** Data follows **
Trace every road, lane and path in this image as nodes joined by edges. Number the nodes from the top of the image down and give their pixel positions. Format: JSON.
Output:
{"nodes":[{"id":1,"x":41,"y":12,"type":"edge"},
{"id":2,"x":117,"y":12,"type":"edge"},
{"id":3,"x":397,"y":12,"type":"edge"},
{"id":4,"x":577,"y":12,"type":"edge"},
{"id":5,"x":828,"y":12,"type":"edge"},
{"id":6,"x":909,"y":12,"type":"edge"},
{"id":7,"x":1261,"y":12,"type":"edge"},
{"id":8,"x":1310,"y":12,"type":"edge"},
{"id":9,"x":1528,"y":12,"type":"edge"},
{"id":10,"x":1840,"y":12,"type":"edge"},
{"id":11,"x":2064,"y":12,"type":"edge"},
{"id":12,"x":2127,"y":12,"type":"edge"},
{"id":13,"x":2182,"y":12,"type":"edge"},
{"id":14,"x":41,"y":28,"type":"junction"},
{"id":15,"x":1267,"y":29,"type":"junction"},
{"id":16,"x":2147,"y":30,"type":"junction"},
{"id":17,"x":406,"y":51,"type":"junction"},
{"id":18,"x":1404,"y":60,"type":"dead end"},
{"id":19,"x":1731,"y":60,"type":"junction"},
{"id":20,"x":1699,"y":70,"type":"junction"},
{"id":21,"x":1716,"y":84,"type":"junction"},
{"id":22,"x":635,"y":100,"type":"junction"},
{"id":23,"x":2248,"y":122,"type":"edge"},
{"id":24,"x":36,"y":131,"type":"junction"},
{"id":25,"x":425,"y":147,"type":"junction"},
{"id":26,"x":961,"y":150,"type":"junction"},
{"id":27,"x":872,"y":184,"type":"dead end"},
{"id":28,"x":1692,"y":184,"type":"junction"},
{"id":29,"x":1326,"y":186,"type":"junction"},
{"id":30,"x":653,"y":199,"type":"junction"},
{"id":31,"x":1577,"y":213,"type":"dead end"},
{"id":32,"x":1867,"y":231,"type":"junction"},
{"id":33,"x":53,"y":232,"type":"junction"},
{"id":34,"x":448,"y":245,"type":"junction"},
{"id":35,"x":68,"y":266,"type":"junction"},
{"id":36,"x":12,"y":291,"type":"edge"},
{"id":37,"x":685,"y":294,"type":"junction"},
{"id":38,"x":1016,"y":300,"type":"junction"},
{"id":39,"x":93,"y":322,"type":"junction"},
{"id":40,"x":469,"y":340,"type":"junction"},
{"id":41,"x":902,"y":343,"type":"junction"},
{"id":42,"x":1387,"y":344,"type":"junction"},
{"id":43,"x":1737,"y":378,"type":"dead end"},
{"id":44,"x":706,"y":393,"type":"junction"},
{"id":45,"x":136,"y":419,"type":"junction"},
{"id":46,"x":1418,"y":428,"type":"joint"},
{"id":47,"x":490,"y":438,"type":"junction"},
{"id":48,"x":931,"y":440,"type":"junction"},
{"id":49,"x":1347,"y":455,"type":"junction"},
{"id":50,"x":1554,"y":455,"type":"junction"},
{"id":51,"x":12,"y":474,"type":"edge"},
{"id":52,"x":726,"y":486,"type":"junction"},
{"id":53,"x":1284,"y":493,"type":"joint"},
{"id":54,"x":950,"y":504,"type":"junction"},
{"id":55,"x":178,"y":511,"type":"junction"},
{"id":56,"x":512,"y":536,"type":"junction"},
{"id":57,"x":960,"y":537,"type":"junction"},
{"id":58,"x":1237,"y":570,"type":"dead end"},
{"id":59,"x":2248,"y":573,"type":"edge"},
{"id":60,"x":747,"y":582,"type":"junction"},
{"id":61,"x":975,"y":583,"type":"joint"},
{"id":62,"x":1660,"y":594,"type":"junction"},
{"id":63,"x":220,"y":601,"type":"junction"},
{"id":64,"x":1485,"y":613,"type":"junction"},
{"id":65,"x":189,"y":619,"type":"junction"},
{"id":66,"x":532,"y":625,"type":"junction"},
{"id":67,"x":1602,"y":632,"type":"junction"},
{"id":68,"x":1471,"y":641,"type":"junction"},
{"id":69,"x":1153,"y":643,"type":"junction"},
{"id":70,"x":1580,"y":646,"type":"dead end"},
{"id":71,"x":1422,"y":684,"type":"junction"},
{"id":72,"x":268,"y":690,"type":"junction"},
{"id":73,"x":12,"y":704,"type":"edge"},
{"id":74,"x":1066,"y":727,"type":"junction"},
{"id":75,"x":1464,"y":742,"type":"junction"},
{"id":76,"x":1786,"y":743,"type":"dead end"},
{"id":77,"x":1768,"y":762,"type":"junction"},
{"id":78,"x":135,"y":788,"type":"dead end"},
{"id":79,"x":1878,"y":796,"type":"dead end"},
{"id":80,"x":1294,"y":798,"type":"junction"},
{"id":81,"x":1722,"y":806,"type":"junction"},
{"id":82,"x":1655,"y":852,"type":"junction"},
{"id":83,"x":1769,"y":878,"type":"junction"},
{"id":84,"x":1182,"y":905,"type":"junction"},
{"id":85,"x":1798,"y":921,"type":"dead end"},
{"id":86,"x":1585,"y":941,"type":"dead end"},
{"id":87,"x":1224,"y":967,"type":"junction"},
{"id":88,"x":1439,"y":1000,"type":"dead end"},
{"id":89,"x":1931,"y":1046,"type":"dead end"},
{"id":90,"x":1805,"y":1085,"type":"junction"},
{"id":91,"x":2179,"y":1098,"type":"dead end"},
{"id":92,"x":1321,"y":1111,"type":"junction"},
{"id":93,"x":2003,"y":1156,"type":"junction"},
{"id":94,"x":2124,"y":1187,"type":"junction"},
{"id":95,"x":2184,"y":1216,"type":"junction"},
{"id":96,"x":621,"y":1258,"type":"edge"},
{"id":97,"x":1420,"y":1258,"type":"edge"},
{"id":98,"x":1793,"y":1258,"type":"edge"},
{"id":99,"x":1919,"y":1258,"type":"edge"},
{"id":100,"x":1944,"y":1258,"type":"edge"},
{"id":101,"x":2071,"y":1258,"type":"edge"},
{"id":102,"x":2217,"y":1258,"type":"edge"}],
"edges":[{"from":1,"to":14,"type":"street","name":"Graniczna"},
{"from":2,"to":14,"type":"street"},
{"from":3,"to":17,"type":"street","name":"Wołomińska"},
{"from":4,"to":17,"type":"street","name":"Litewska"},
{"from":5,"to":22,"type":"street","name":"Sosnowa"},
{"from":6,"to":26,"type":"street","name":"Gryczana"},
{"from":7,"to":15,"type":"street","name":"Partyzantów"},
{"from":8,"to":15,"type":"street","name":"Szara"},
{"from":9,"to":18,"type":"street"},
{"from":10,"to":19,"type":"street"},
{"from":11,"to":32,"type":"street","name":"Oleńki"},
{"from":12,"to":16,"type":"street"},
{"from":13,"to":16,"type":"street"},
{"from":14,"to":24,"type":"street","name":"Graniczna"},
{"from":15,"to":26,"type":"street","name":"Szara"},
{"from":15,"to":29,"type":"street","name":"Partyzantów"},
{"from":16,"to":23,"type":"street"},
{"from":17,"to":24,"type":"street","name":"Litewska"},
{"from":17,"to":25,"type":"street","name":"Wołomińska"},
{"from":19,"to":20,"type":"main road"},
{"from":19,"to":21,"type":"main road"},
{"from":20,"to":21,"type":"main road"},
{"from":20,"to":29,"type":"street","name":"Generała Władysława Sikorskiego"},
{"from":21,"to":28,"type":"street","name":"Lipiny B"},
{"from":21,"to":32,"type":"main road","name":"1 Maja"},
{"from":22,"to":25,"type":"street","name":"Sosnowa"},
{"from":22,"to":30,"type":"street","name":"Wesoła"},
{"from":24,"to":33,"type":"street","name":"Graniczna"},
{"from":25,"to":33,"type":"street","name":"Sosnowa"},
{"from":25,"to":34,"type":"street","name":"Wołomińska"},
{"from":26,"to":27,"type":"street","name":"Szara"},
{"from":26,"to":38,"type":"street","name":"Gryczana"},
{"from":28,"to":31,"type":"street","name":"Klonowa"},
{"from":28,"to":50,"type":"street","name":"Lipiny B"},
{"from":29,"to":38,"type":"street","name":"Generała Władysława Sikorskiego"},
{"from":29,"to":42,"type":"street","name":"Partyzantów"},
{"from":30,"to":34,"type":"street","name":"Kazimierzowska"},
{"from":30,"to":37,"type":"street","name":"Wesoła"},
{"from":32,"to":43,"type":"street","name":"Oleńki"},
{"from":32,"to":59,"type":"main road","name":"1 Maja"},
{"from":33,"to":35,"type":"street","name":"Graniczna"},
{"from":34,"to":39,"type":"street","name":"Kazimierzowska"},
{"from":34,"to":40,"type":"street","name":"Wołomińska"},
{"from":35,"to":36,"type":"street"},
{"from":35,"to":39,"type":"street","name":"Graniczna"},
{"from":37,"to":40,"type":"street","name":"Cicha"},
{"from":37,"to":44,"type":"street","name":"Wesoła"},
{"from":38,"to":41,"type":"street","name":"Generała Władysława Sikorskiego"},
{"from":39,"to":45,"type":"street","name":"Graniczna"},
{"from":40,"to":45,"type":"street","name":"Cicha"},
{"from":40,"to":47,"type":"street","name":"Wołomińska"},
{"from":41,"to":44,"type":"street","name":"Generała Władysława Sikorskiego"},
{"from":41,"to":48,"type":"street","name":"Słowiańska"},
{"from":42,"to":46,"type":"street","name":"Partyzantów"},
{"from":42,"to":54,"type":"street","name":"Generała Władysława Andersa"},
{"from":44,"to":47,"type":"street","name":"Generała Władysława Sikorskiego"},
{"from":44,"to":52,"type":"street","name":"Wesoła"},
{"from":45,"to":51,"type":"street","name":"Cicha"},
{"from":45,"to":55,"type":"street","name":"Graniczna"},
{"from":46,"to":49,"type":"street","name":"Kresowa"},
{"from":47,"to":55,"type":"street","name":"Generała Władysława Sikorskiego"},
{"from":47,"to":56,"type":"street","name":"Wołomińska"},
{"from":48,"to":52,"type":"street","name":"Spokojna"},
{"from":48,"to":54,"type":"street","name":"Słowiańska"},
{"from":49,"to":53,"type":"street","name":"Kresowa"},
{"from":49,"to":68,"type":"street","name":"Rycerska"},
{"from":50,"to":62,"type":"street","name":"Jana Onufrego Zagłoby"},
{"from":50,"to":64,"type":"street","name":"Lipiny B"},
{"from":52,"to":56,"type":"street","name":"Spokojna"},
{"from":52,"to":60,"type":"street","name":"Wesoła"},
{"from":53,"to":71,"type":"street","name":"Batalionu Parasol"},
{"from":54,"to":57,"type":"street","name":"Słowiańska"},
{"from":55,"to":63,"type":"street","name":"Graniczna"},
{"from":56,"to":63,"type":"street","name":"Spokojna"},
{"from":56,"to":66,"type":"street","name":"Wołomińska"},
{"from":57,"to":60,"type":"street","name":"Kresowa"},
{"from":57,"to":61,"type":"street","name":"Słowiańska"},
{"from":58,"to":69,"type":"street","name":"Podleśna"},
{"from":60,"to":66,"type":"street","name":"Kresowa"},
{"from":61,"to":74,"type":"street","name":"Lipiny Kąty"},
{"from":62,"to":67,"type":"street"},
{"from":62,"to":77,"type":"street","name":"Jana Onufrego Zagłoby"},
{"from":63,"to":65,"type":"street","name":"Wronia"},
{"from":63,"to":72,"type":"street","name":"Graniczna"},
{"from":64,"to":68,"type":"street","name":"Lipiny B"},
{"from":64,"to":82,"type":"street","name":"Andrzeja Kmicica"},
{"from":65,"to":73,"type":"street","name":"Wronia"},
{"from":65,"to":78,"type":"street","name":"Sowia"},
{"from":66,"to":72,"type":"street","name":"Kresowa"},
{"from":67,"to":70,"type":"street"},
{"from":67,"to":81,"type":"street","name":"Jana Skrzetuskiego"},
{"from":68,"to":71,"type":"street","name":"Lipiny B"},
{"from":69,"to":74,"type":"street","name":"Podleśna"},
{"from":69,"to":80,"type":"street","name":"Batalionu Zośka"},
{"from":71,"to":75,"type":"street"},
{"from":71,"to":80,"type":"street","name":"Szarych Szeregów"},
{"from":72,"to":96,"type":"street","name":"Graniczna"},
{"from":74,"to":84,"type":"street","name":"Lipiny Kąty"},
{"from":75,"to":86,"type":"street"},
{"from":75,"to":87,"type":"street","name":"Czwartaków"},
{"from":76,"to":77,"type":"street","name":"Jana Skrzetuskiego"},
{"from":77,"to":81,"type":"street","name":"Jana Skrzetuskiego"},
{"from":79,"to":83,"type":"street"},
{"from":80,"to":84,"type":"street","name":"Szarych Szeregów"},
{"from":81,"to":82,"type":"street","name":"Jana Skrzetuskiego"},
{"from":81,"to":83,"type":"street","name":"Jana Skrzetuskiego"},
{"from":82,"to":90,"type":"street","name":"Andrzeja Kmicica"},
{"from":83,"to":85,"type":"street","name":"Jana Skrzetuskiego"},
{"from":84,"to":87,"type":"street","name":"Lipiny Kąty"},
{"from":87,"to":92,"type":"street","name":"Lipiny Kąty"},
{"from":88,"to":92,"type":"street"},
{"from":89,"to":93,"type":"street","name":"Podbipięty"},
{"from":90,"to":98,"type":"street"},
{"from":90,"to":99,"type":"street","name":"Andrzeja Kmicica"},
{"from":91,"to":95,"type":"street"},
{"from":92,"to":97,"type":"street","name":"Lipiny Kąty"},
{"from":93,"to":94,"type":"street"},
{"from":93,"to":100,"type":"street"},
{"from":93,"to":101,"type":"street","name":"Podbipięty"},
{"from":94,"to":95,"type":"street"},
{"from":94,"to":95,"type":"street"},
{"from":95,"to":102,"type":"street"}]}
** End of Data **
In the data above, which lines have "Wesoła"? Report each of them.

{"from":22,"to":30,"type":"street","name":"Wesoła"},
{"from":30,"to":37,"type":"street","name":"Wesoła"},
{"from":37,"to":44,"type":"street","name":"Wesoła"},
{"from":44,"to":52,"type":"street","name":"Wesoła"},
{"from":52,"to":60,"type":"street","name":"Wesoła"},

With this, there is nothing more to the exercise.